Updated July 17, 2023
Definition of Investment Grade
Investment grade is the rating given to bonds and other fixed-income securities by credit rating agencies that depict the low probability or risk of default on those securities. It helps investors make informed investment decisions based on the quality of credit rating associated with a particular bond and other investment alternatives.
Credit rating agencies assign Different grades with uppercase letters like “A” and “B” to bonds and other fixed-interest securities. For example, bonds with credit ratings of “AAA” and “A.A.” consider high credit quality bonds, and “A” and “BBB” consider medium credit quality bonds. Below the “BBB” rating, bonds consider as low credit quality or commonly referred to as junk bonds.
This rating assigned to different bonds and securities is based on the companies’ past credit history, financial strength, level of debts, profitability potential, etc. The ratings can also change based on the change in these measuring parameters of the company. These grades help investors compare their investment options before making investment decisions.
Let us take an imaginary situation where an investor wants to invest in a particular fund made up majorly of the mix of several company bonds. The one condition that an investor wants to look for while investing is that more than 60% of the fund’s bonds should be investment-grade (i.e., rating “BBB” and above). The credit allocation of the fund is as below:
Now if we find the total percentage of funds allocated to investment-grade bonds, it is less than 60% (i.e., only 55%). Therefore, the investor’s condition is not satisfied; thus, it would not be beneficial for the investor to proceed with this investment option.
Investment Grade Rating
Credit rating agencies like Standards and Poor, Moody’s, and Fitch assign this as ratings to bonds and fixed-income securities. These are those with good credit quality ratings assigned by these agencies. Some of the ratings are below:
- AAA/ AAa: This is the highest credit quality rating assigned to bonds and other fixed-interest securities and signifies the lowest level of credit risk, i.e., with the lowest probability of default.
- A.A., A: This rating is assigned to the bonds with very low or low credit risk but a higher level of risk in comparison to the “AAA” category bonds.
- BBB/ Baa(Moody’s): The bonds with this credit rating consider to have medium credit quality risk. The bonds below the credit risk rating of “BBB” consider junk bonds. They generally offer higher yields, but the risk associated with them is comparatively high.
Investment Grade Chart
The chart used by different types of credit rating agencies for investment-grade and non-investment-grade bonds and other fixed-interest securities is as follows:
Investment-grade chart as per standards and Poor
|The lowest level of credit risk
|AA+, A.A., A.A.-
|Very low credit risk
|A+, A, A-
|Low credit risk
|BBB+, BBB, BBB-
|Moderate credit risk
Similarly, other credit rating agencies, like Moody’s Corporation, Fitch, etc., denote bonds and other fixed-income securities in grade ratings.
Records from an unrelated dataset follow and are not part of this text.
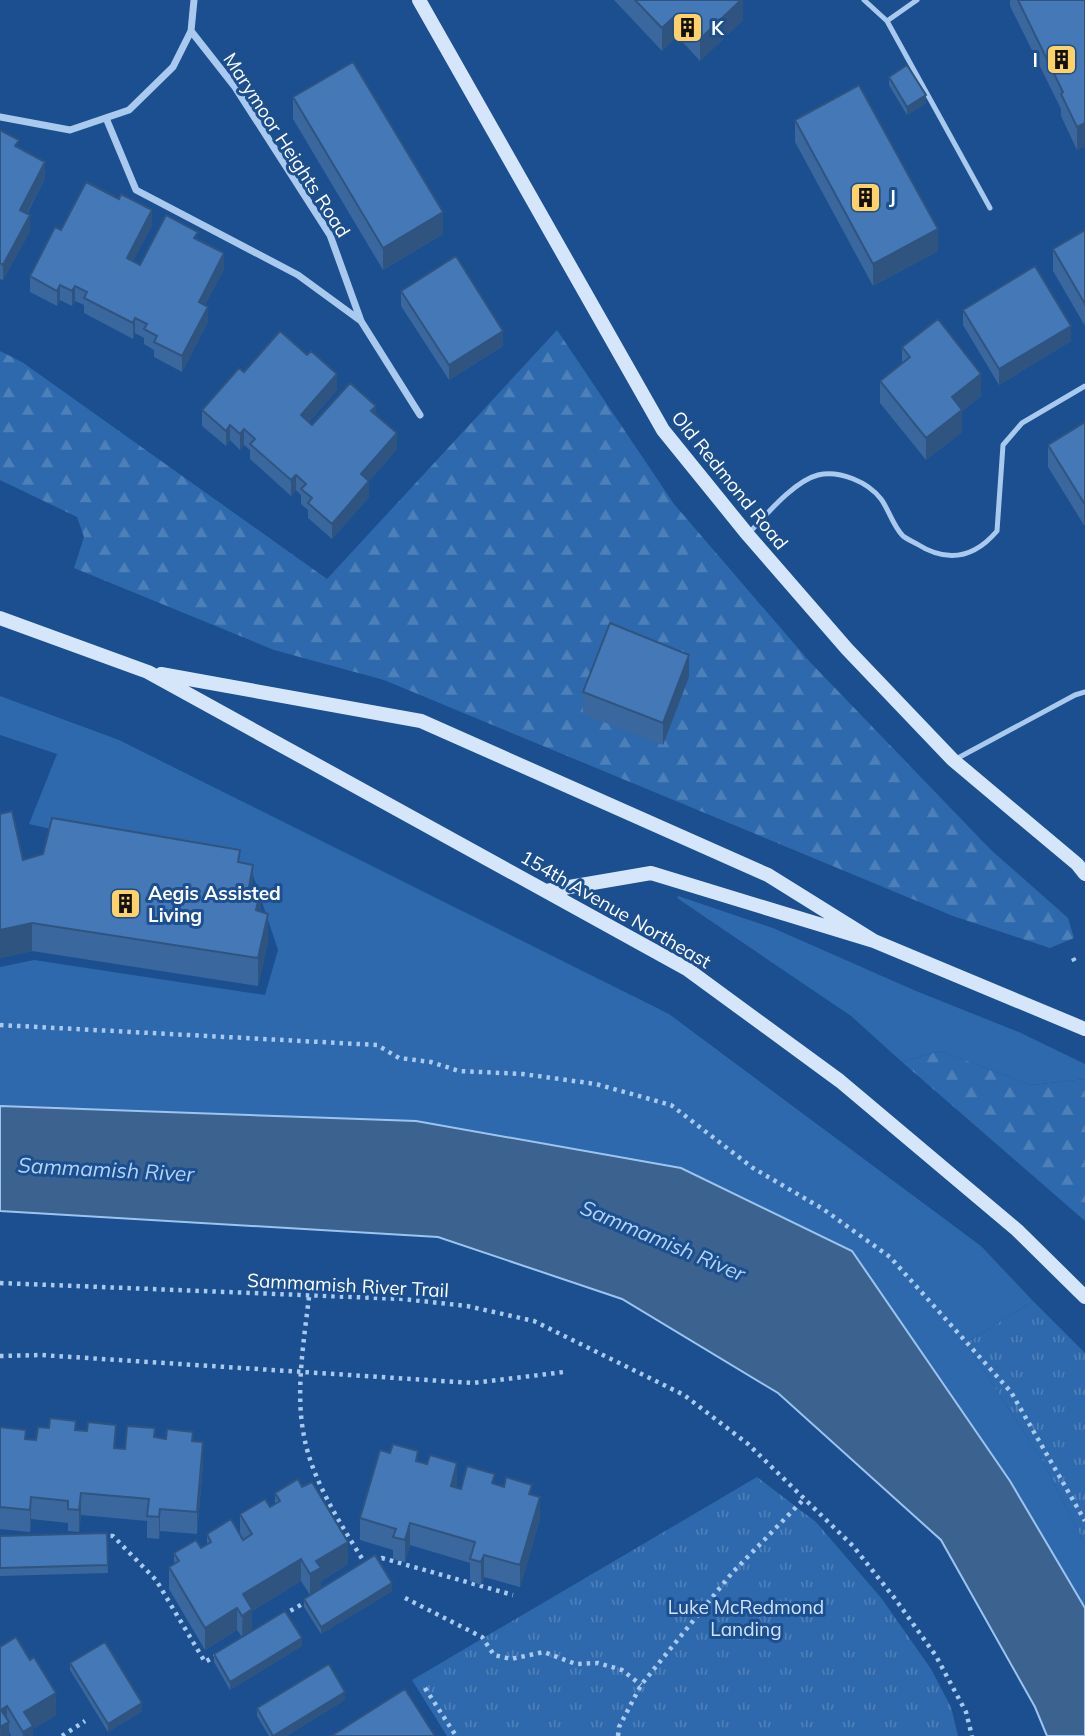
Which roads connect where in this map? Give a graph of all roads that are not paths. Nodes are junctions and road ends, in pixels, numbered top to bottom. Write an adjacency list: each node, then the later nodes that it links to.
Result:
1 (194, 0): 6 (street)
2 (419, 0): 13 (main road, Old Redmond Road)
3 (864, 0): 5 (lane)
4 (917, 0): 5 (lane)
5 (887, 21): 9 (lane)
6 (191, 31): 8 (street); 10 (street, Marymoor Heights Road)
7 (0, 117): 8 (street)
8 (106, 118): 10 (street, Marymoor Heights Road)
9 (989, 208)
10 (361, 321): 12 (street, Marymoor Heights Road)
11 (1085, 386): 13 (lane)
12 (420, 415)
13 (748, 535): 17 (main road, Old Redmond Road)
14 (0, 618): 15 (main road)
15 (148, 672): 19 (main road, 154th Avenue Northeast); 20 (main road)
16 (1085, 692): 17 (lane)
17 (953, 760): 18 (main road, Old Redmond Road)
18 (1085, 874)
19 (546, 891): 20 (main road); 22 (main road, 154th Avenue Northeast)
20 (874, 941): 21 (main road)
21 (1085, 1029)
22 (1085, 1297)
These rates can be investment and non-investment, and we have seen above how Standards and Poor distinguish investment-grade deposits.
Investment Grade Issuance
Investment-grade issuance means the company’s investment-grade bonds, i.e., bonds, bills, and notes, with a high, very low, and medium credit quality risk rating (“BBB” and above).
As per Bloomberg, the U.S. corporate investment-grade issuance reached a record of $1.34 trillion in August 2020 just in eight months, surpassing the 2017 full-year sale after the Federal Bank intervention to improve liquidity in the market. This happened after the coronavirus pandemic hit the market badly. This issuance is expected to reach $2 trillion by the end of the year.
The advantages are as follows:
- It helps investors make informed investment decisions based on the bonds’ ratings.
- It helps to compare different types of bonds and fixed-income investment options easily.
- For companies issuing bonds, it helps represent their financial strength and creditworthiness in the market.
- Since investment-grade bonds are at low risk of default, investors do not generally lose money.
The disadvantages are as follows:
- Though it is rare nowadays, sometimes a false credit rating can be assigned to a high-risk bond; it can be possible when the company is projecting a wrong cash flow financial position (in the 2007-2008 recession). So, it is important to conduct your research before investing.
- This can also go down, which can happen due to a sudden event and leave an impact for a long time.
- Sometimes it becomes difficult to find a ready buyer for investment-grade bonds when the investor needs liquidity.
Investment-grade bonds, bills, and notes are generally preferred by low-risk investors who want to have a low but stable or fixed income. Investors looking for diversification of their portfolio also go for investment-grade bonds. These bonds offer a very low degree of risk of default and thus low return. Investors looking to invest in these bonds should consider all the associated terms and conditions, like maturity date, payment terms, interest rate calculation, etc. They should also conduct in-depth research on the company’s financial standing and creditworthiness.